Mike writes in: “Hey there, I’m a new follower. I have a question about how to handle my sister and finances. She’s been asking me for money a lot lately and I’ve been giving her quite a bit of money. She’s never been great at handling her finances and I’ve always been a bit more of a saver. I feel like I have to help her out, but it’s getting to the point that I don’t know if I can keep helping her out.
My problem is that now her car broke down and it’s beyond repair. She has to buy a new one but she can’t get financing. She told me that if I loan her the money, she’ll never ask for money again. This sounds reasonable and I was hoping I could get your opinion on it.”
Thank you for writing, Mike.
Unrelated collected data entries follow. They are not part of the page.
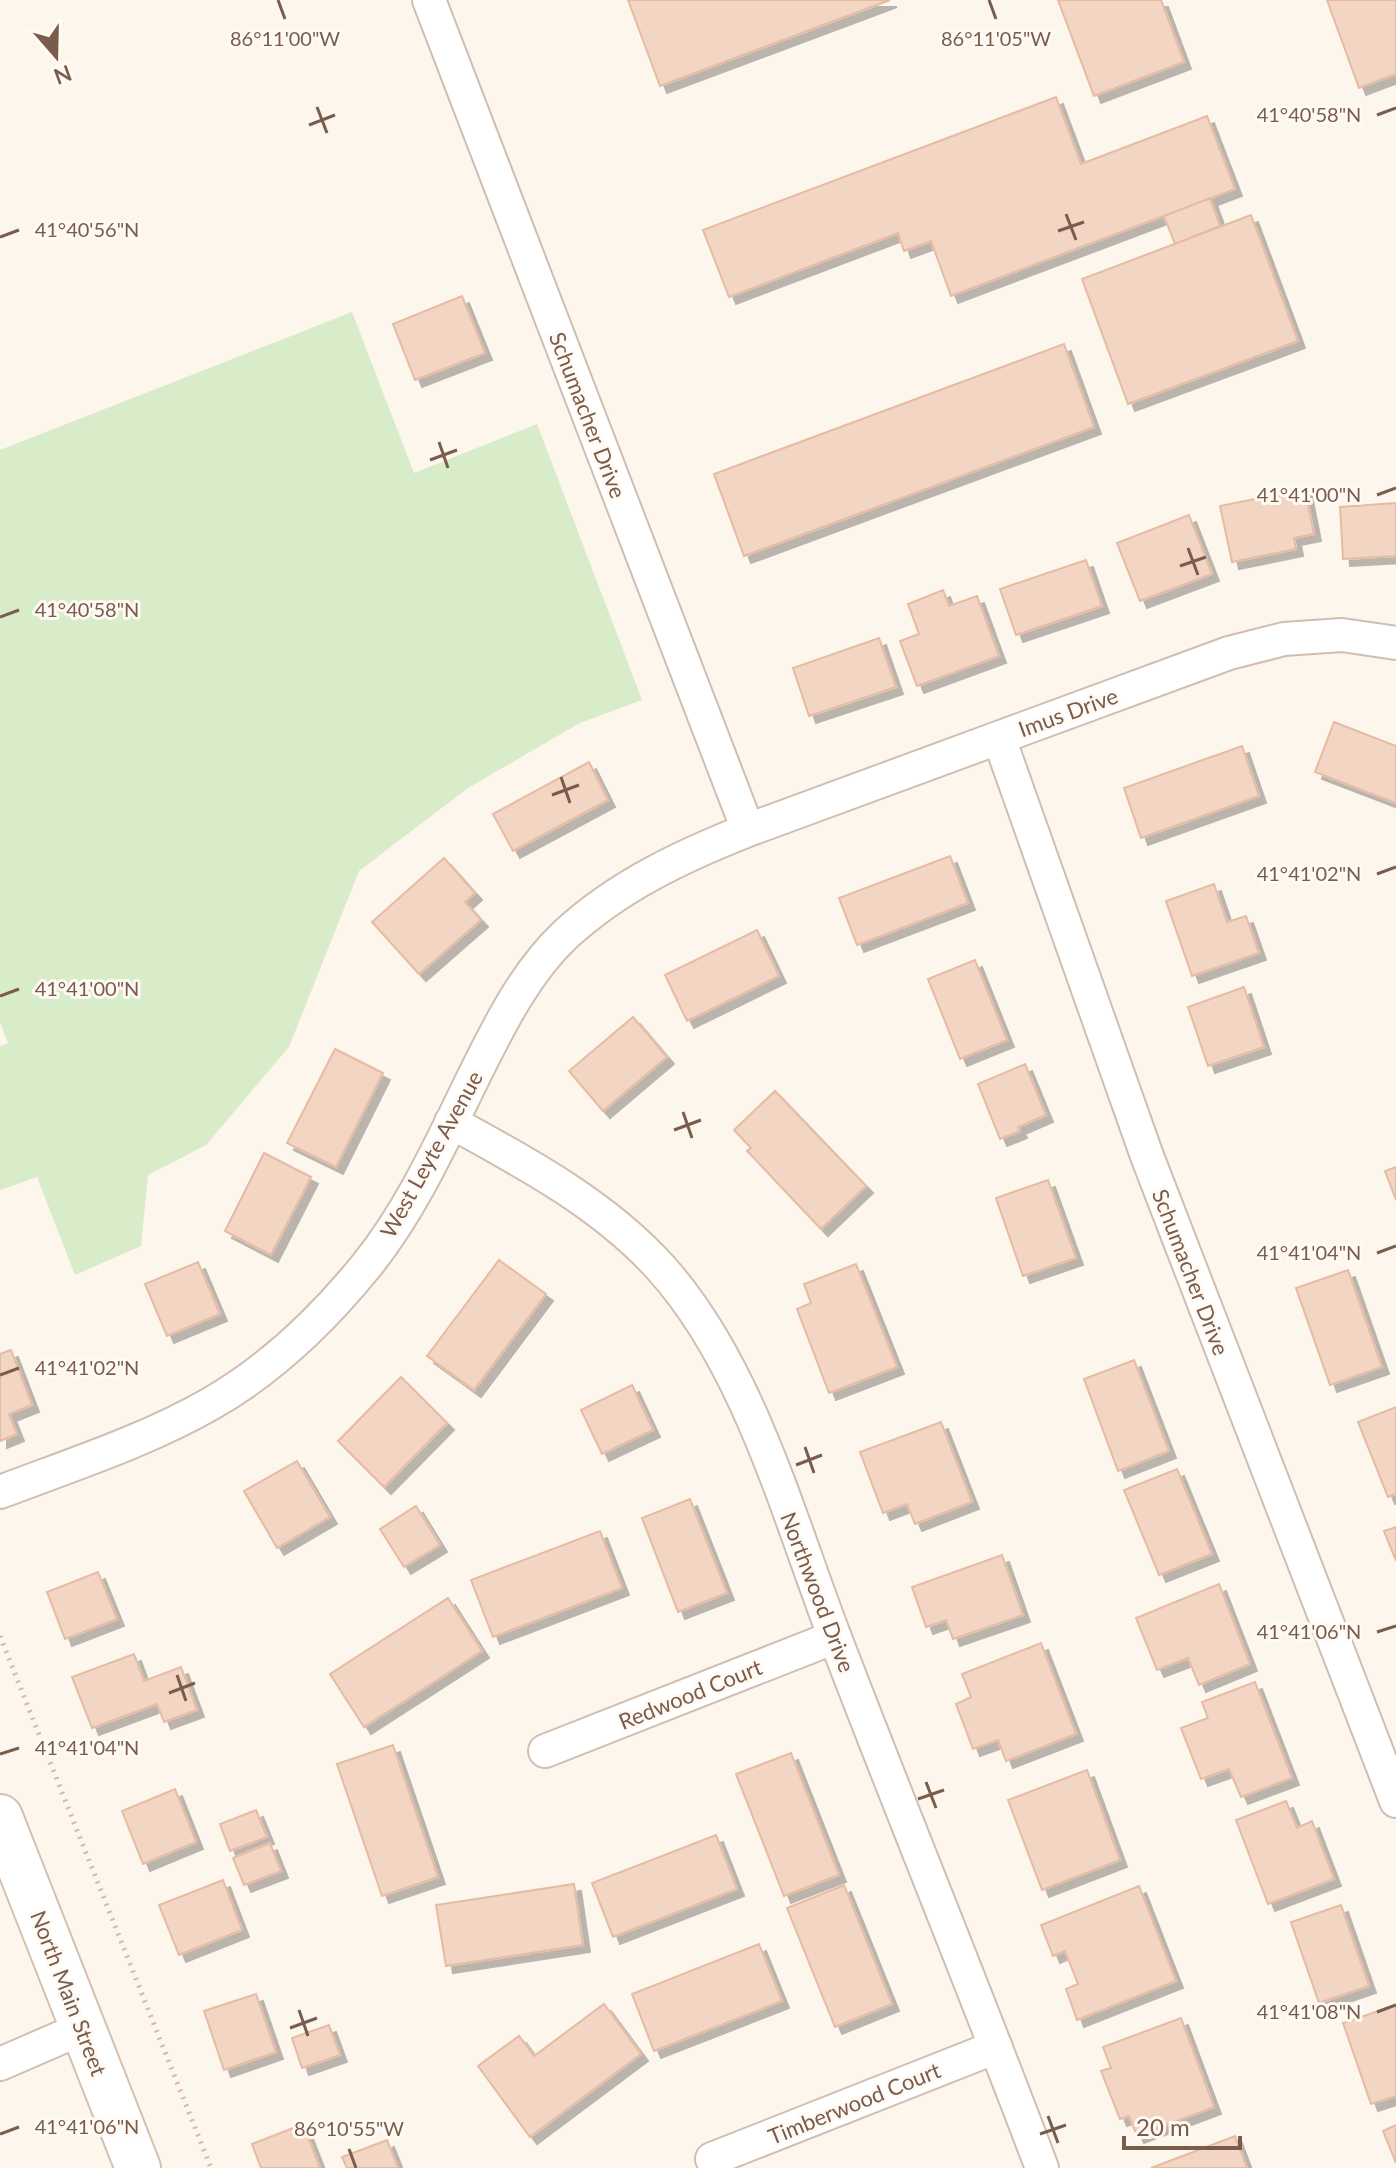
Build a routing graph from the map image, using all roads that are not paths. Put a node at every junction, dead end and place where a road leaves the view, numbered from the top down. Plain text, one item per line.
1 (429, 0) edge
2 (1396, 643) edge
3 (999, 738) junction
4 (748, 830) junction
5 (451, 1122) junction
6 (0, 1492) edge
7 (835, 1637) junction
8 (545, 1751) dead end
9 (1396, 1801) edge
10 (0, 1817) edge
11 (83, 2028) junction
12 (996, 2047) junction
13 (0, 2064) edge
14 (712, 2159) dead end
15 (138, 2168) edge
16 (1042, 2168) edge

1 - 4 street, Schumacher Drive
2 - 3 street, Imus Drive
3 - 4 street, Imus Drive
3 - 9 street, Schumacher Drive
4 - 5 street, West Leyte Avenue
5 - 6 street, West Leyte Avenue
5 - 7 street, Northwood Drive
7 - 8 street, Redwood Court
7 - 12 street, Northwood Drive
10 - 11 main road, North Main Street
11 - 13 street
11 - 15 main road, North Main Street
12 - 14 street, Timberwood Court
12 - 16 street, Northwood Drive

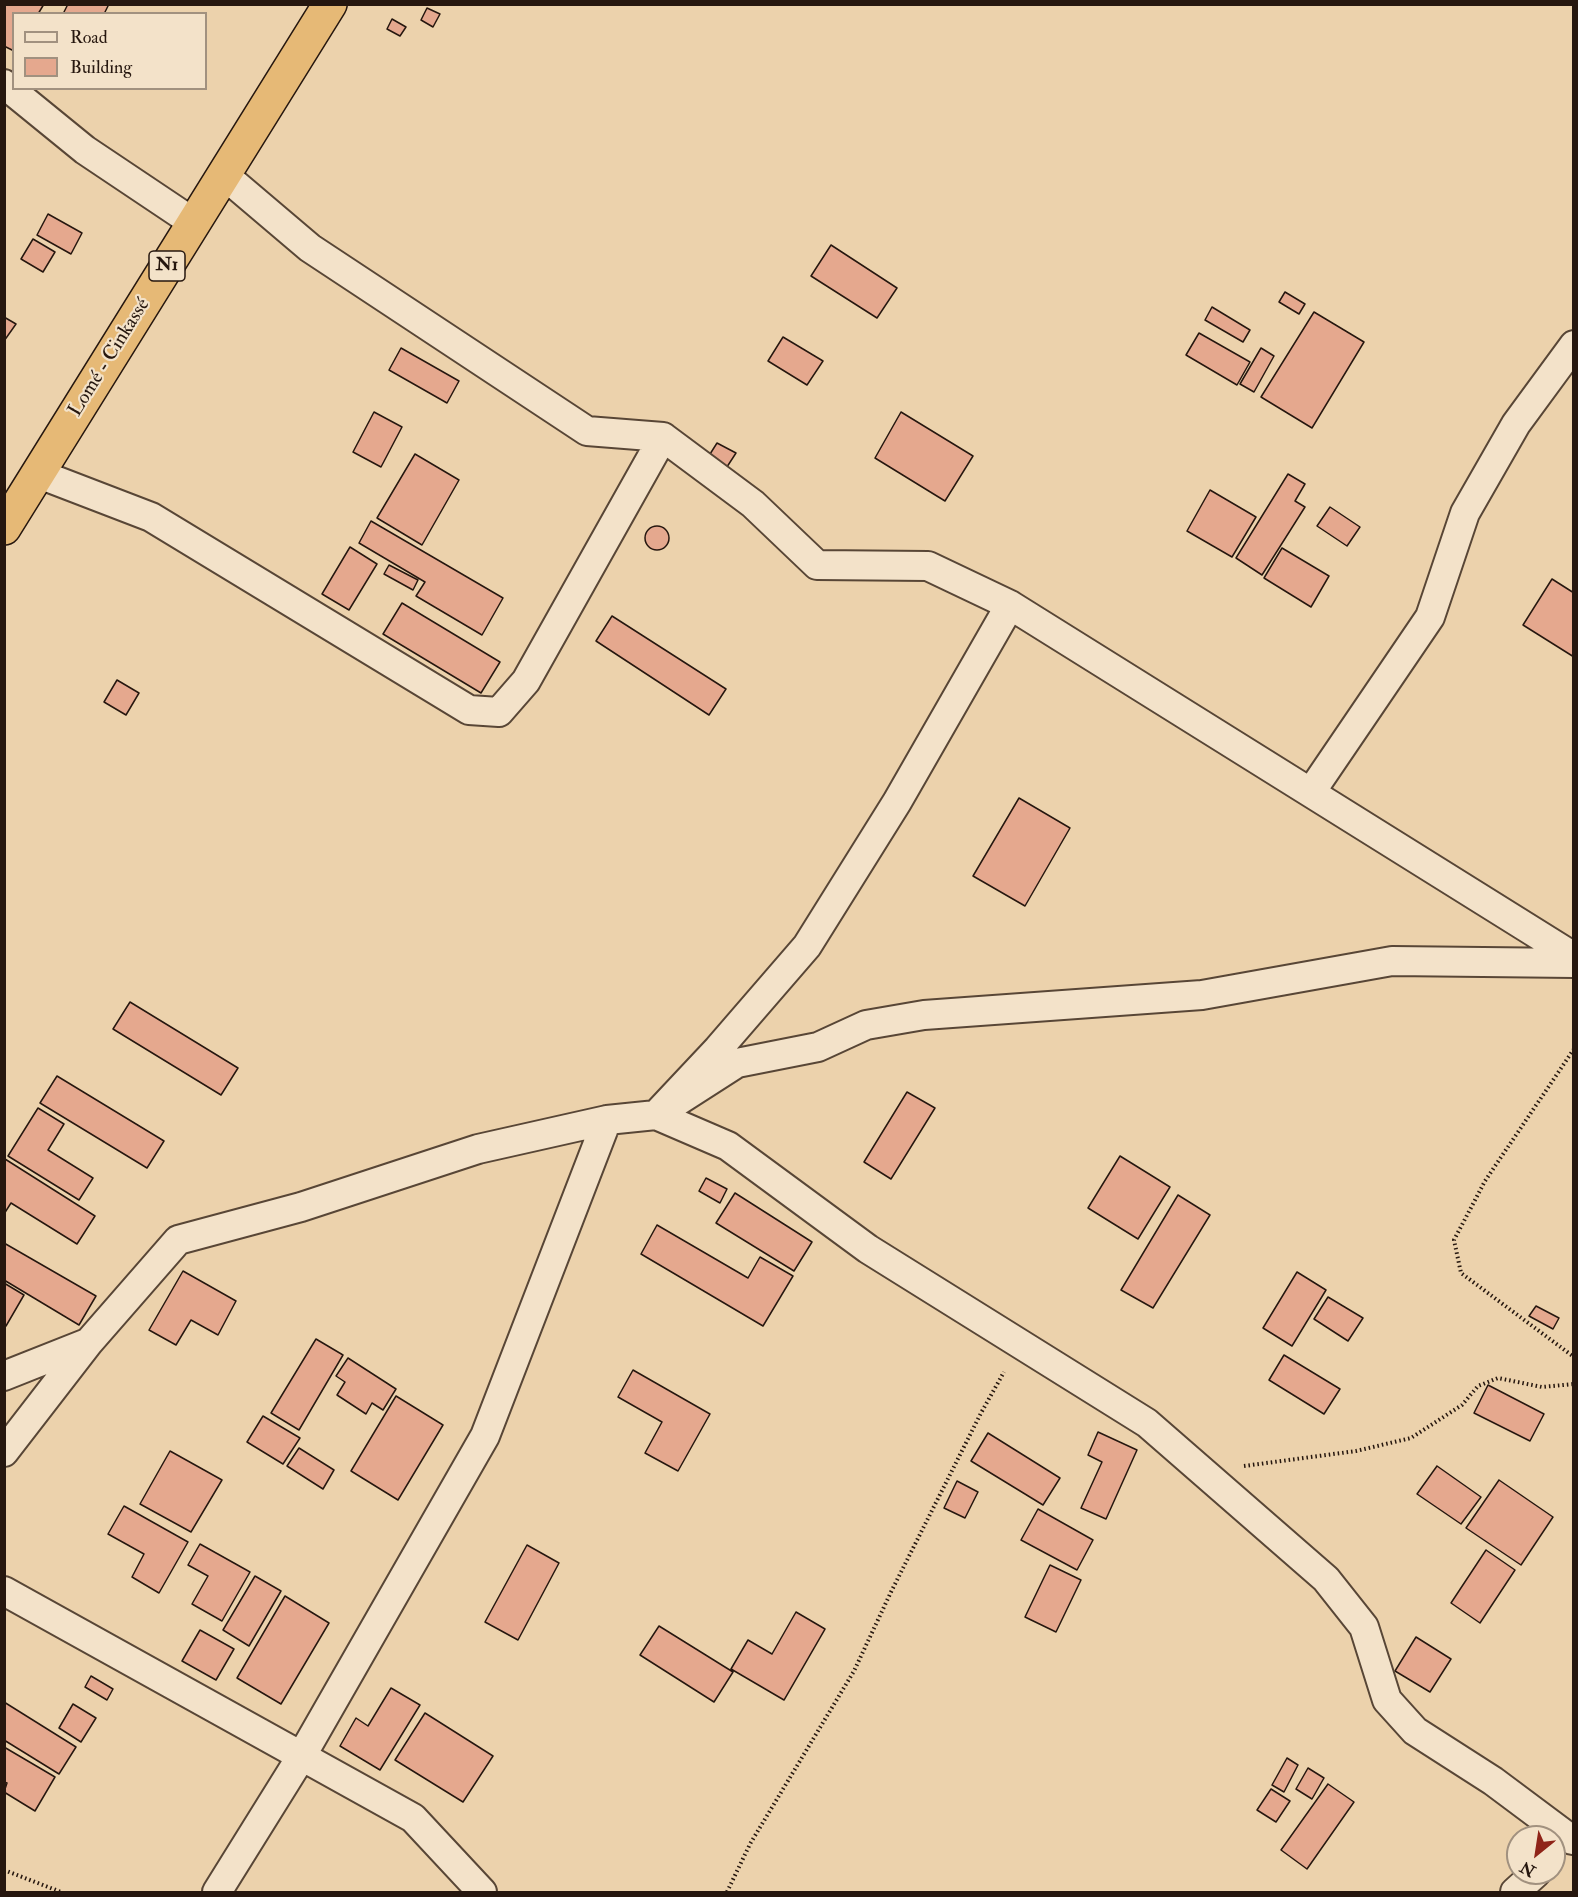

It’s great that you want to help your family and it’s a blessing that you can afford to. But I want you to take a step back for a second, Mike, and think about what you’ve been doing and if this is really helping your sister, or is it just encouraging bad behavior?
When you give her money, does she spend it wisely or does she come back to you the following week, in more debt, having more “problems,” and you’re there to help her out? Most of the time in these situations, it’s going to be the latter.
Now, giving money to family members and loaning them money are very different things. When you give them money, you’re okay with them having it, no strings attached, and you won’t get mad at how they spend it, because it was a gift.
When you loan them money, and you expect repayment, you get mad or frustrated when you see them enjoying themselves with money instead of repaying you with it.
Do you feel comfortable that giving your sister the money will result in her paying you back? When a family member gives a loan to another family member, it is generally a recipe for disaster. It can lead to broken relationships and hurt feelings.
Any time you see them spend money while they’re still indebted to you, you’ll wonder in the back of your mind, “Don’t they know that they owe me money and that is my money they’re spending?” It will cause what seems like at first a minor strain on the relationship, but it will get worse.
If you ever loan money to family or a friend, know in advance whether the money is worth more or less than the relationship. If they cannot repay you, how will you handle it? Will you cut off ties or will you forgive the debt? You may be faced with that decision so prepare well in advance.
In case I did not make it clear enough, we here at Foxx are against loaning money to family members. We are against most forms of debt altogether, but when family members are in the mix, it only gets worse.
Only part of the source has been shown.